* ACTIVITY
Every record below is to be retyped exactly, with the pictures left out.

.....

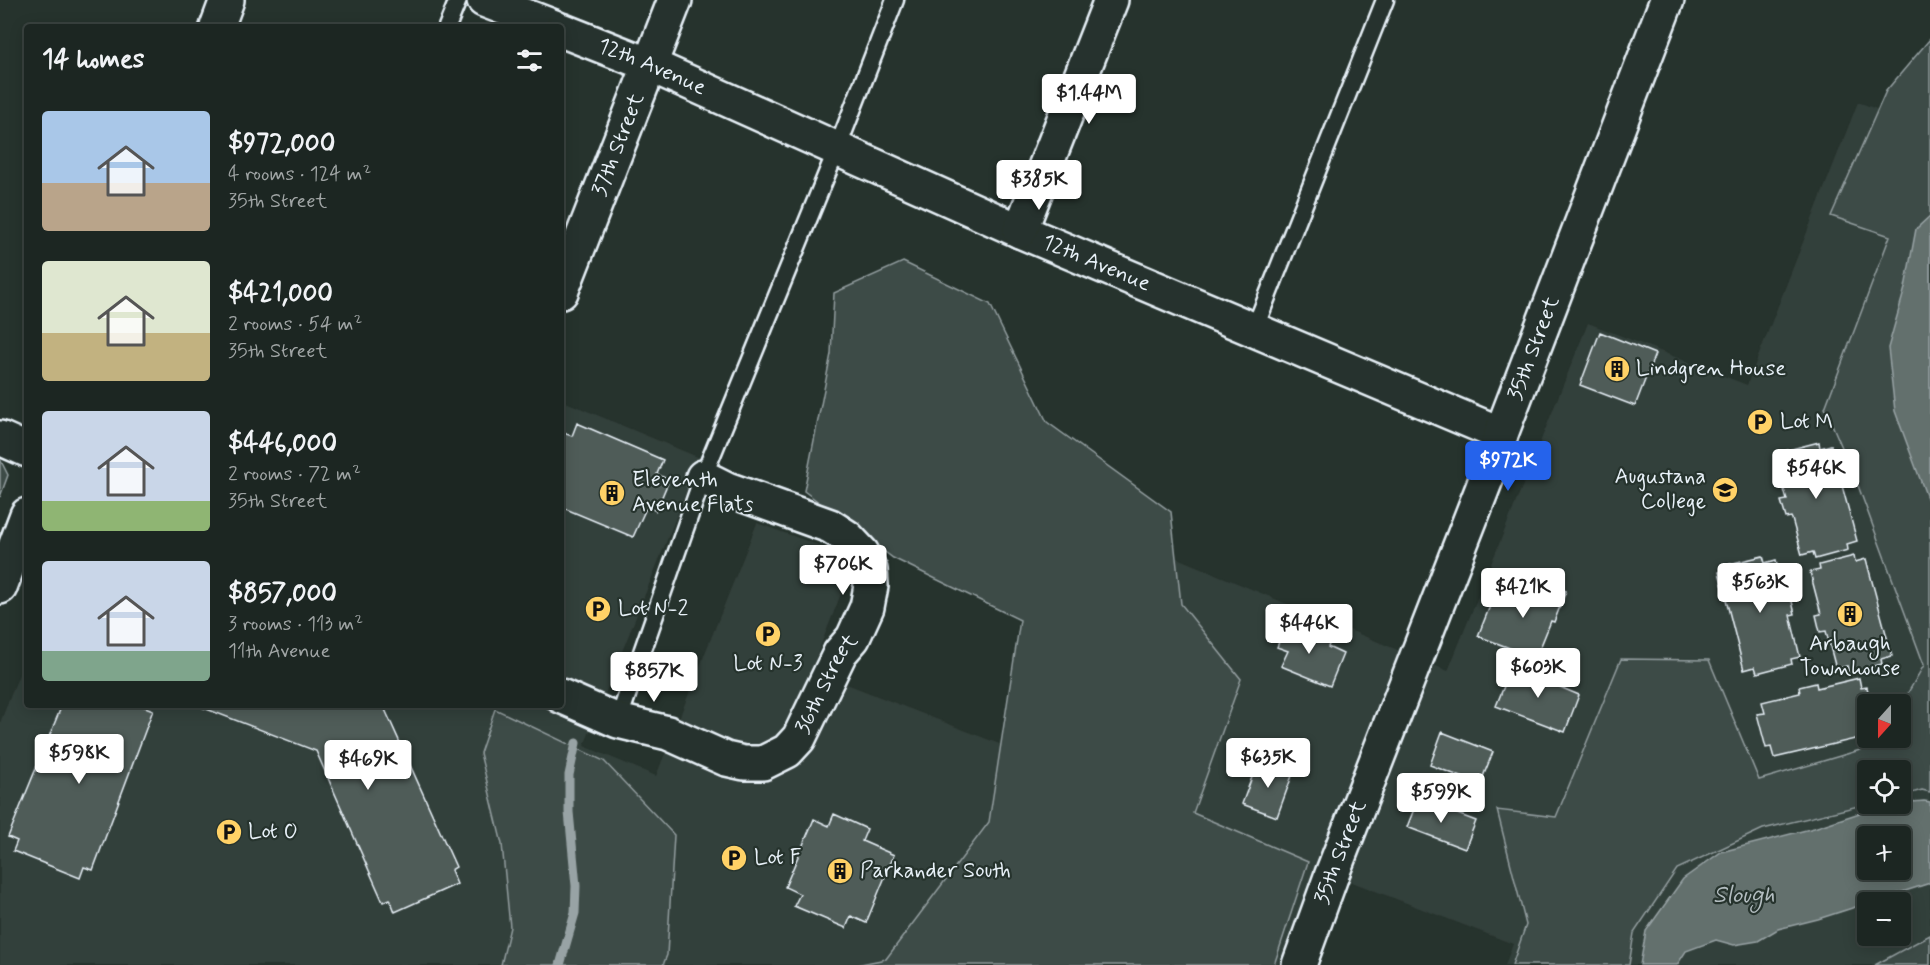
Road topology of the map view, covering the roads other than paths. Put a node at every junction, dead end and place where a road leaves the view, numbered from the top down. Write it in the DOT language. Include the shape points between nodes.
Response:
graph roads {
  1 [pos="227,0"];
  2 [pos="458,0"];
  3 [pos="484,0"];
  4 [pos="675,0"];
  5 [pos="895,0"];
  6 [pos="1111,0"];
  7 [pos="1385,0"];
  8 [pos="1667,0"];
  9 [pos="218,24"];
  10 [pos="448,24"];
  11 [pos="546,24"];
  12 [pos="564,31"];
  13 [pos="650,65"];
  14 [pos="837,149"];
  15 [pos="1020,231"];
  16 [pos="564,284"];
  17 [pos="1254,330"];
  18 [pos="1501,434"];
  19 [pos="0,438"];
  20 [pos="24,449"];
  21 [pos="703,477"];
  22 [pos="24,523"];
  23 [pos="0,587"];
  24 [pos="564,697"];
  25 [pos="618,721"];
  26 [pos="1299,965"];
  1 -- 9 [label="street"];
  2 -- 10 [label="lane"];
  3 -- 11 [label="street"];
  4 -- 13 [label="street, 37th Street"];
  5 -- 14 [label="lane"];
  6 -- 15 [label="street"];
  7 -- 17 [label="lane"];
  8 -- 18 [label="street, 35th Street"];
  12 -- 13 [label="street, 12th Avenue"];
  13 -- 14 [label="street, 12th Avenue"];
  13 -- 16 [label="street, 37th Street"];
  14 -- 15 [label="street, 12th Avenue"];
  14 -- 21 [label="lane"];
  15 -- 17 [label="street, 12th Avenue"];
  17 -- 18 [label="street, 12th Avenue"];
  18 -- 26 [label="street, 35th Street"];
  19 -- 20 [label="street"];
  21 -- 25 [label="lane"];
  21 -- 25 [label="street, 36th Street" via="830,526 847,537 862,553 870,570 867,607 799,738 787,751 763,763 726,759 668,733"];
  22 -- 23 [label="street"];
  24 -- 25 [label="street, 36th Street"];
}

.....

* OUTPUT BELOW
Road topology of the map view, covering the roads other than paths. Put a node at every junction, dead end and place where a road leaves the view, numbered from the top down. Write it in the DOT language. Include the shape points between nodes.
Response:
graph roads {
  1 [pos="227,0"];
  2 [pos="458,0"];
  3 [pos="484,0"];
  4 [pos="675,0"];
  5 [pos="895,0"];
  6 [pos="1111,0"];
  7 [pos="1385,0"];
  8 [pos="1667,0"];
  9 [pos="218,24"];
  10 [pos="448,24"];
  11 [pos="546,24"];
  12 [pos="564,31"];
  13 [pos="650,65"];
  14 [pos="837,149"];
  15 [pos="1020,231"];
  16 [pos="564,284"];
  17 [pos="1254,330"];
  18 [pos="1501,434"];
  19 [pos="0,438"];
  20 [pos="24,449"];
  21 [pos="703,477"];
  22 [pos="24,523"];
  23 [pos="0,587"];
  24 [pos="564,697"];
  25 [pos="618,721"];
  26 [pos="1299,965"];
  1 -- 9 [label="street"];
  2 -- 10 [label="lane"];
  3 -- 11 [label="street"];
  4 -- 13 [label="street, 37th Street"];
  5 -- 14 [label="lane"];
  6 -- 15 [label="street"];
  7 -- 17 [label="lane"];
  8 -- 18 [label="street, 35th Street"];
  12 -- 13 [label="street, 12th Avenue"];
  13 -- 14 [label="street, 12th Avenue"];
  13 -- 16 [label="street, 37th Street"];
  14 -- 15 [label="street, 12th Avenue"];
  14 -- 21 [label="lane"];
  15 -- 17 [label="street, 12th Avenue"];
  17 -- 18 [label="street, 12th Avenue"];
  18 -- 26 [label="street, 35th Street"];
  19 -- 20 [label="street"];
  21 -- 25 [label="lane"];
  21 -- 25 [label="street, 36th Street" via="830,526 847,537 862,553 870,570 867,607 799,738 787,751 763,763 726,759 668,733"];
  22 -- 23 [label="street"];
  24 -- 25 [label="street, 36th Street"];
}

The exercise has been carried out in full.